Docking FedEx points is the answer
 
I'll pile on. This kid has great game obviously, but until he fixes this pace issue he won't find me in his corner.

I just don't understand how golf tournaments have no effective tools in the toolbox to keep things moving. It needs to change.
 
Some interesting perspectives and this is one topic I struggle with. I am firmly in the camp that I hate being rushed or feel like I am rushed because someone else's perspective of slow really isn't slow, it's just that person is impatient or really fast. That said Cantlay is slow and has been for years. No excuse for him this past weekend as you can see it visually affected the leaders behind them waiting a lot.

For Bennett I am not entirely convinced he is egregiously slow. I would like him to focus better before he addresses the ball and I think that changes the perception that he is slow. Several time this past weekend I timed him as soon as he addressed the ball and it was anywhere between 12-16 seconds before he swung the club. As a comparison I timed Brooks when they were paired up and he was in the 10-12 second range once he addressed the ball.

My point is that slow play is an issue and absolutely needs to be addressed, but the perspective gets skewed when you have someone who plays quicker than normal and gets impatient because others are not playing as fast as they are.
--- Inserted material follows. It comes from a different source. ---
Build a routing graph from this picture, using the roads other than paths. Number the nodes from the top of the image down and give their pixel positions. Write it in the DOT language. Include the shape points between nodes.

Id be curious to see that 12-16 seconds, because every example out there seems to be over 30 at address. Now combine that with the caddy conversation, getting distance, choosing a club, practice swing(s) and walking into setup and he was WELL over the time limit allowed.
 
Id be curious to see that 12-16 seconds, because every example out there seems to be over 30 at address. Now combine that with the caddy conversation, getting distance, choosing a club, practice swing(s) and walking into setup and he was WELL over the time limit allowed.
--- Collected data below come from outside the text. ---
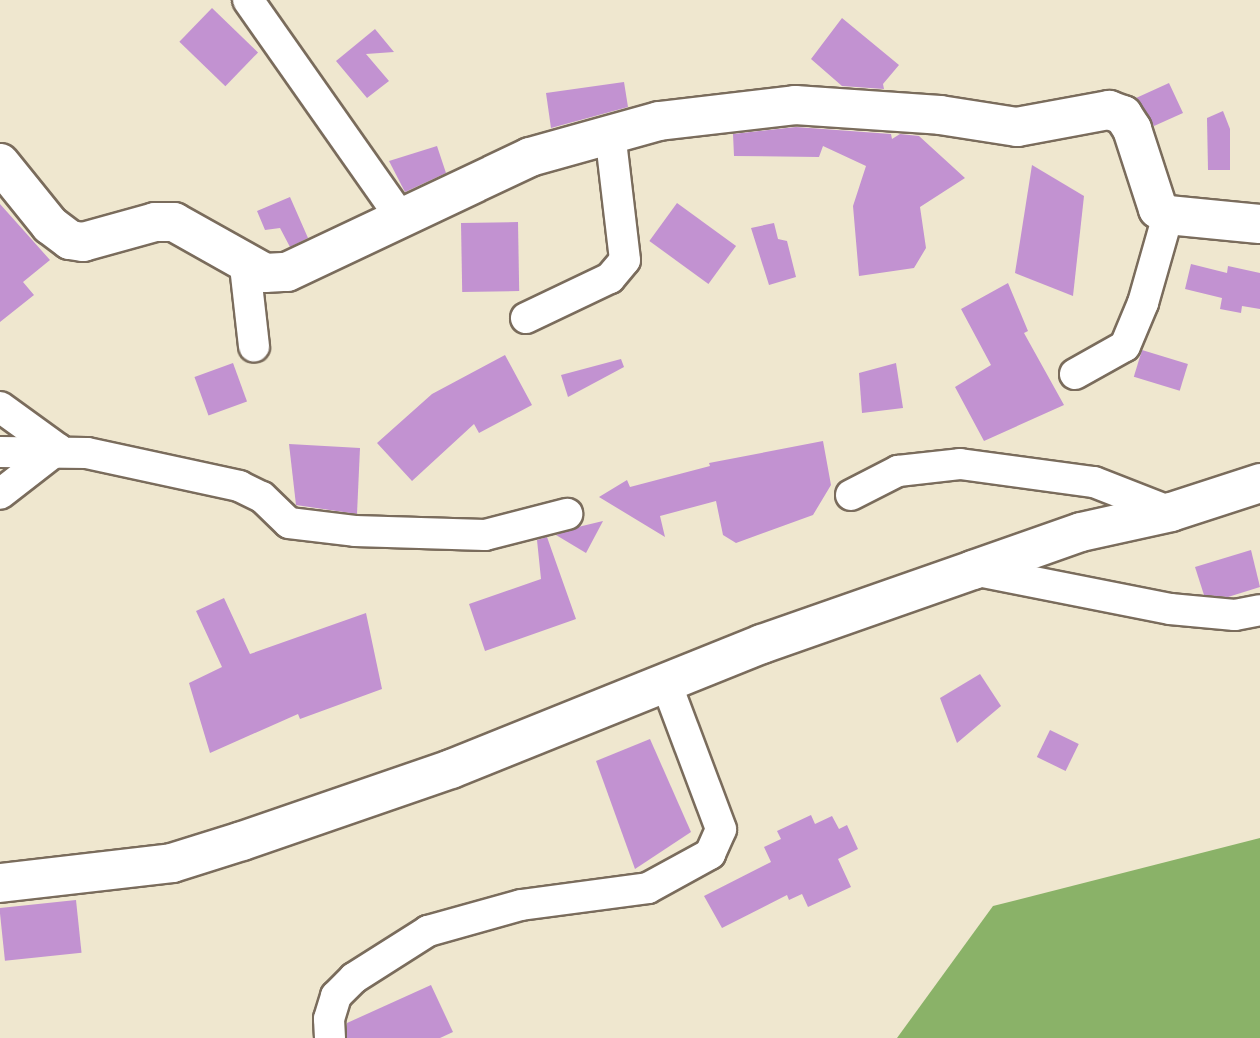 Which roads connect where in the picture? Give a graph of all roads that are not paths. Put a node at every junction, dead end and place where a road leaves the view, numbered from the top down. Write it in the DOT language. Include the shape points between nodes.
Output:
graph roads {
  1 [pos="248,0"];
  2 [pos="610,132"];
  3 [pos="0,163"];
  4 [pos="1168,215"];
  5 [pos="400,216"];
  6 [pos="1260,225"];
  7 [pos="245,266"];
  8 [pos="526,318"];
  9 [pos="254,346"];
  10 [pos="1075,374"];
  11 [pos="0,407"];
  12 [pos="58,449"];
  13 [pos="0,452"];
  14 [pos="1260,483"];
  15 [pos="0,494"];
  16 [pos="851,495"];
  17 [pos="1171,512"];
  18 [pos="567,514"];
  19 [pos="973,569"];
  20 [pos="1260,610"];
  21 [pos="666,683"];
  22 [pos="0,883"];
  23 [pos="330,1038"];
  1 -- 5 [label="street"];
  2 -- 4 [label="street" via="659,121 795,105 926,114 1017,127 1109,110 1123,115 1132,129 1158,209"];
  2 -- 5 [label="street" via="530,157"];
  2 -- 8 [label="street" via="625,260 610,278"];
  3 -- 7 [label="street" via="50,225 70,240 83,242 155,222 174,222"];
  4 -- 6 [label="street"];
  4 -- 10 [label="street" via="1143,303 1125,346"];
  5 -- 7 [label="street" via="288,272 265,273"];
  7 -- 9 [label="street"];
  11 -- 12 [label="street"];
  12 -- 13 [label="street"];
  12 -- 15 [label="street"];
  12 -- 18 [label="street" via="239,486 262,497 289,523 355,531 485,535"];
  14 -- 17 [label="street"];
  16 -- 17 [label="street" via="898,471 960,464 1094,482"];
  17 -- 19 [label="street" via="1081,532"];
  19 -- 20 [label="street" via="1170,610 1235,615"];
  19 -- 21 [label="street"];
  21 -- 22 [label="street" via="451,769 183,859"];
  21 -- 23 [label="street" via="721,829 710,854 648,888 521,905 428,931 354,978 336,996 329,1019"];
} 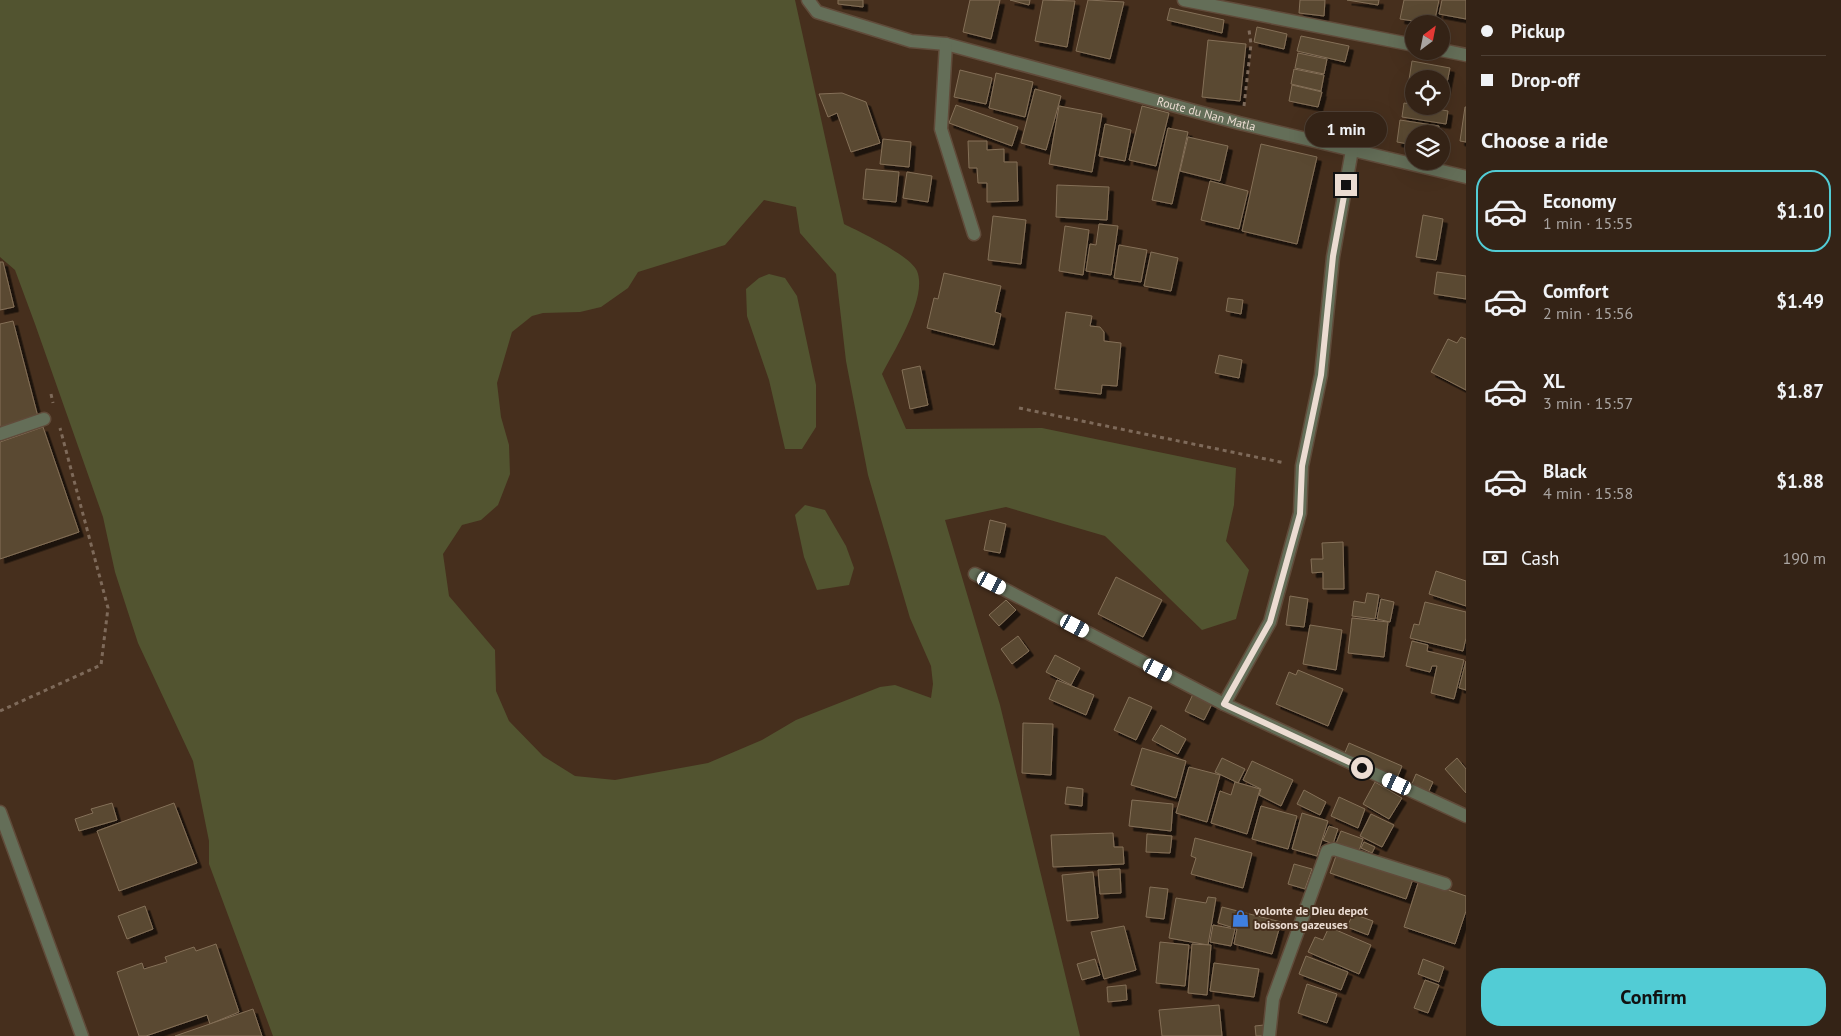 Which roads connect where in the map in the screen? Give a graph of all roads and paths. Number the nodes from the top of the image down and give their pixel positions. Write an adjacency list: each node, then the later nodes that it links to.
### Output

My timing as based on when the tv camera showed him "walking" into addressing his ball, including the putts. I agree before he needs to be quicker with getting data and analyzing that between shots.
 
Id be curious to see that 12-16 seconds, because every example out there seems to be over 30 at address. Now combine that with the caddy conversation, getting distance, choosing a club, practice swing(s) and walking into setup and he was WELL over the time limit allowed.
12-16 second clips don’t get the clicks the 30 second ones do. There were plenty of times he (I don’t want to say only, but I will) only peeked at the hole two or three times after setup.
 
My timing as based on when the tv camera showed him "walking" into addressing his ball, including the putts. I agree before he needs to be quicker with getting data and analyzing that between shots.
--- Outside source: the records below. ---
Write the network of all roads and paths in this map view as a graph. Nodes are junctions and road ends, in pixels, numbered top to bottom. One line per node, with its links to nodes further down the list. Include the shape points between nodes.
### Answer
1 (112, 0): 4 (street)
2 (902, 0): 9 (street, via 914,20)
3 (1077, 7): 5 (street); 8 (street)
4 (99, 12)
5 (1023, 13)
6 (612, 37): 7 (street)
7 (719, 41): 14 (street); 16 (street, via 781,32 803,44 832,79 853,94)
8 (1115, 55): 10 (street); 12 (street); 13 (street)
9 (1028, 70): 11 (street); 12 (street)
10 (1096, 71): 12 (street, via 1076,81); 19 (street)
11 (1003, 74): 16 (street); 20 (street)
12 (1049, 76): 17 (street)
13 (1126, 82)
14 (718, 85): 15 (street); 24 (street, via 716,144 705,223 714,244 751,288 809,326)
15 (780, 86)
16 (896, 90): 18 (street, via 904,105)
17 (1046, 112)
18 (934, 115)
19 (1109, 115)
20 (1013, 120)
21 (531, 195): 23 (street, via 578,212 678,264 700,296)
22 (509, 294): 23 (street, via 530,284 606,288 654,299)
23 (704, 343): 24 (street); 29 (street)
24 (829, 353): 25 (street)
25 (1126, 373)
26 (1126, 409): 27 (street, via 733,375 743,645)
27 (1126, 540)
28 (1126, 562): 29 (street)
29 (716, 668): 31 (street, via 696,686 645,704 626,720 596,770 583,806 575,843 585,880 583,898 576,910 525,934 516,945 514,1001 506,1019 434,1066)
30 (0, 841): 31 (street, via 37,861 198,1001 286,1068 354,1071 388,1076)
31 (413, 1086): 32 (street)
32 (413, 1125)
12-16 seconds and I dont think anybody would ever say a word. There are so many examples out there of him taking over 30 from setup including multiple in this thread. Which of course goes back to the US Am where all of this started because the opponents were not thrilled with it.

He seems like a great young man and it is an amazing story. But standing at setup for 30+ seconds on each shot should not be accepted. The trickle down effect in golf is so real.